Ayrıca Doğu Akdeniz bölgesinde iddia edildiği gibi, İsrail’in, Mısır’ın ve Kıbrıs’ın güneyinde toplam 4,1 trilyon metreküplük doğal gaz keşfi mevcut ise, Kasım ayında yazdığım “Rusya-Doğu Akdeniz-Orta Doğu: üçlü kavşak” makalemde değindiğim gibi Rusya çevresindeki tüm rezervleri kontrol altına alarak hem politik hem de fiyat konusunda belirleyici olup doğal gaz kullanımını ve bölgedeki olası yeni keşifleri kontrol edecektir. Demem o ki; mevcut doğal gaz rezervleri ile birlikte tüm dünyada keşfedilmiş ama henüz geliştirilmemiş sahalar göz önüne alındığında, doğal gaz fiyatlarının göreceli olarak diğer enerji hammaddelerinden daha uygun olması sonucu gerçekleşecektir. Yani fiyat açısından doğal gaz rekabet edilebilir olmaktan çıkacaktır. Böylece enerji üretimimiz daha fazla doğal gaza dayalı hale gelecektir.

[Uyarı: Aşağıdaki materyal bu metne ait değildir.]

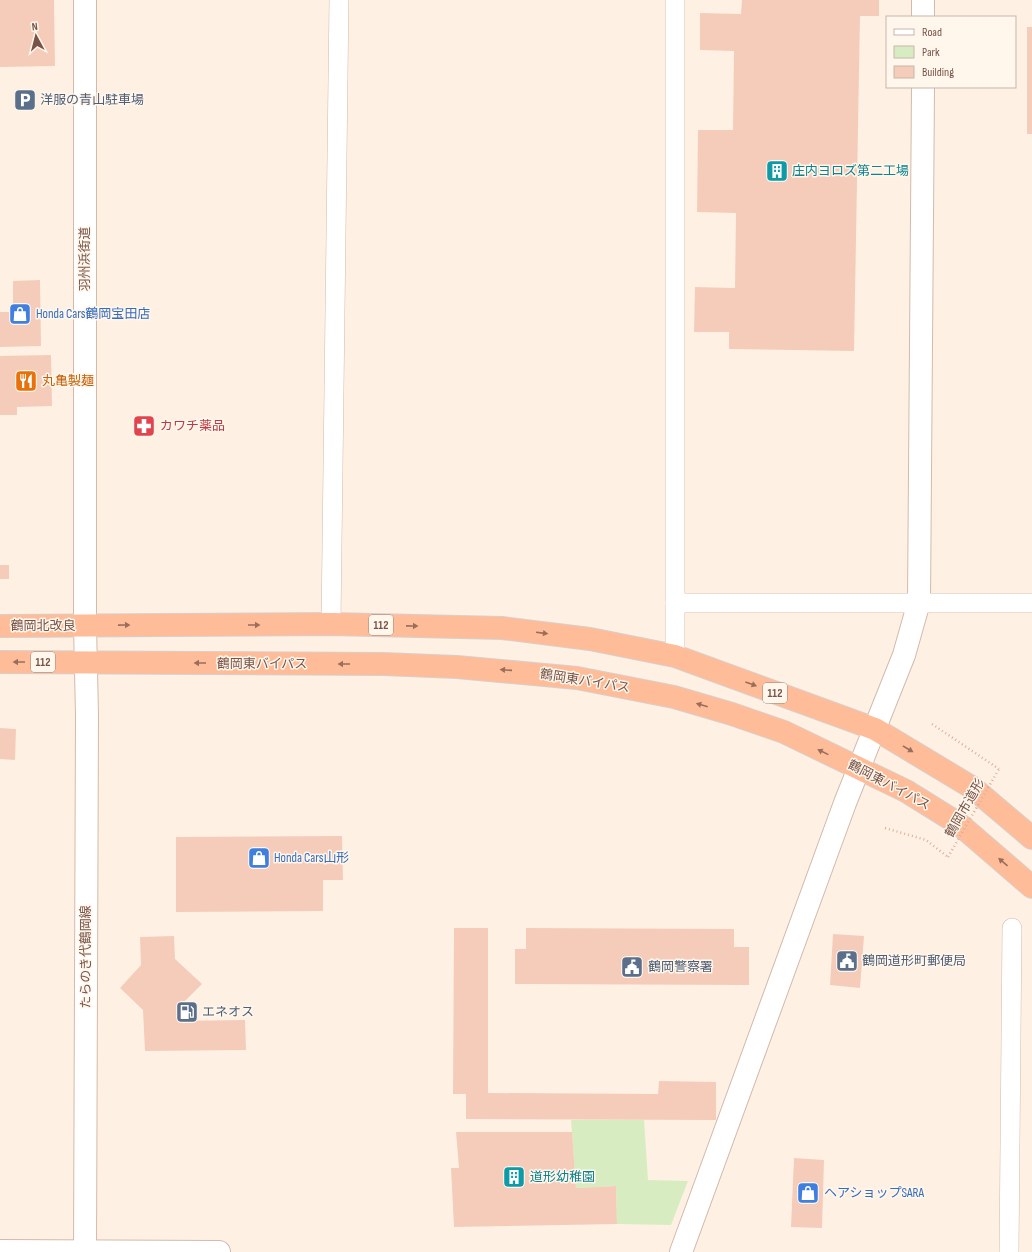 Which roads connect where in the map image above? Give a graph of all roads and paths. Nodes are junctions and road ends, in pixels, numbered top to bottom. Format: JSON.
{"nodes":[{"id":1,"x":85,"y":0,"type":"edge"},
{"id":2,"x":339,"y":0,"type":"edge"},
{"id":3,"x":675,"y":0,"type":"edge"},
{"id":4,"x":923,"y":0,"type":"edge"},
{"id":5,"x":923,"y":16,"type":"edge"},
{"id":6,"x":923,"y":88,"type":"edge"},
{"id":7,"x":919,"y":602,"type":"junction"},
{"id":8,"x":675,"y":603,"type":"junction"},
{"id":9,"x":1032,"y":603,"type":"edge"},
{"id":10,"x":331,"y":624,"type":"junction"},
{"id":11,"x":0,"y":626,"type":"edge"},
{"id":12,"x":85,"y":626,"type":"junction"},
{"id":13,"x":675,"y":656,"type":"junction"},
{"id":14,"x":0,"y":662,"type":"edge"},
{"id":15,"x":86,"y":662,"type":"junction"},
{"id":16,"x":932,"y":724,"type":"dead end"},
{"id":17,"x":875,"y":729,"type":"junction"},
{"id":18,"x":858,"y":769,"type":"junction"},
{"id":19,"x":885,"y":828,"type":"dead end"},
{"id":20,"x":1032,"y":838,"type":"edge"},
{"id":21,"x":1032,"y":887,"type":"edge"},
{"id":22,"x":1012,"y":928,"type":"dead end"},
{"id":23,"x":0,"y":1251,"type":"edge"},
{"id":24,"x":85,"y":1252,"type":"edge"},
{"id":25,"x":219,"y":1252,"type":"edge"},
{"id":26,"x":680,"y":1252,"type":"edge"},
{"id":27,"x":1009,"y":1252,"type":"edge"}],
"edges":[{"from":1,"to":12,"type":"street","name":"羽州浜街道"},
{"from":2,"to":10,"type":"street"},
{"from":3,"to":8,"type":"street"},
{"from":4,"to":5,"type":"street"},
{"from":6,"to":7,"type":"street"},
{"from":7,"to":8,"type":"street"},
{"from":7,"to":9,"type":"street"},
{"from":7,"to":17,"type":"street"},
{"from":8,"to":13,"type":"street"},
{"from":12,"to":10,"type":"highway","number":"112","one_way":true},
{"from":10,"to":13,"type":"highway","number":"112","one_way":true},
{"from":11,"to":12,"type":"highway","name":"鶴岡北改良","number":"112"},
{"from":12,"to":15,"type":"street","name":"羽州浜街道"},
{"from":13,"to":17,"type":"highway","number":"112","one_way":true},
{"from":15,"to":14,"type":"highway","number":"112","one_way":true},
{"from":18,"to":15,"type":"highway","name":"鶴岡東バイパス","number":"112","one_way":true},
{"from":15,"to":24,"type":"street","name":"たらのき代鶴岡線"},
{"from":16,"to":19,"type":"path","name":"鶴岡市道形","bridge":true},
{"from":17,"to":18,"type":"street"},
{"from":17,"to":20,"type":"highway","number":"112","one_way":true},
{"from":21,"to":18,"type":"highway","name":"鶴岡東バイパス","number":"112","one_way":true},
{"from":18,"to":26,"type":"street"},
{"from":22,"to":27,"type":"street"},
{"from":23,"to":24,"type":"street"},
{"from":24,"to":25,"type":"street"}]}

Aslında dünyanın büyük bölümü ısınma ve endüstrinin ihtiyacı olan elektrik üretme gibi teknolojilerini önce kömür ve daha sonraları da doğal gaz yakıtlı olarak inşa ettikleri için, verimliliğinin ve sürdürülebilirliğinin yanında birde bu teknolojinin değişmesi için gereken maddi kaynakları göz önünde bulundurursak, petrol devri (geniş anlamı ile fosil yakıtlar) yakın gelecekte bitmeyecektir. Ayrıca karbon yakalama teknolojisine yapılan yatırımlarda çevreye saygılı bir petrol devri devamı yaratma çabalarıdır. Yakın gelecekte direk karbon yakalama teknolojilerinin gelişeceğini, geliştirilmekte olduğunu ve fosil yakıtların bu teknoloji ile daha az karbon emisyonu yapmasının sağlanacağını Ekim ayında kaleme aldığım “direk karbon yakalama teknolojisi ve karbon döngüsü” yazımda detaylı olarak anlatmıştım. Sormamız gereken soru, ne kadar yenilenebilir yatırımı yapıp yapmadığımız ya da petrol devri bitiyor mu bitmiyor mu değil, 2016 Eylül ayı makalemde sorduğum “ucuz petrol devri sonrasına hazır mıyız” sorusudur. Çünkü, yukarıda bahsettiğim tüm bilgilerin yanında bir de düşük petrol fiyatı döneminde duran arama yatırımları ile birlikte 2014-2015 yıllarında sadece 15 milyar varil petrol eşdeğeri, 2016 yılında 8 milyar varil petrol eşdeğeri petrol ve doğal gaz keşfi yapmakla birlikte 2017 yılında bu rakam 7,5 milyar varil petrol eşdeğeridir. Bu keşif rakamları 1940’dan beri olan en düşük seviyedir. Ayrıca 2006 yılından beri R/Ü oranları (rezerv / üretim: yani ne kadar ürettin ve yerine keşif vasıtası ile ne kadar ekledin) sürekli yüzde 100’ün altında seyretmekle birlikte, 2017 yılında bu rakam yüzde 11 olarak gerçekleşmiştir. Sanmayın ki bu biten petrol devrinin ayak sesleridir; bu düştüğü hızda artacak petrol fiyatlarının öncü gürültüleridir. Yukarıdaki şekilleri dikkatli incelerseniz hiçbir şekilde fosil yakıtlara olan talebimiz düşmeyeceği gibi, artan enerji ihtiyacımızı da sürdürülebilir olmayan yenilenebilir enerji kaynaklarından karşılamayacağımızı görebilirsiniz. Olacak olan sonuç talebi karşılayamayan arz ve buna bağlı fiyatın artmasıdır. Hiç şüpheniz olmasın ki kısa vadede gündemimiz artık petrol devri bitiyor mu bitmiyor mu değil, bu fiyatlar daha ne kadar yüksek seyreder ve bunun ülkemizin ekonomisine getirdiği sıkıntılar olacaktır.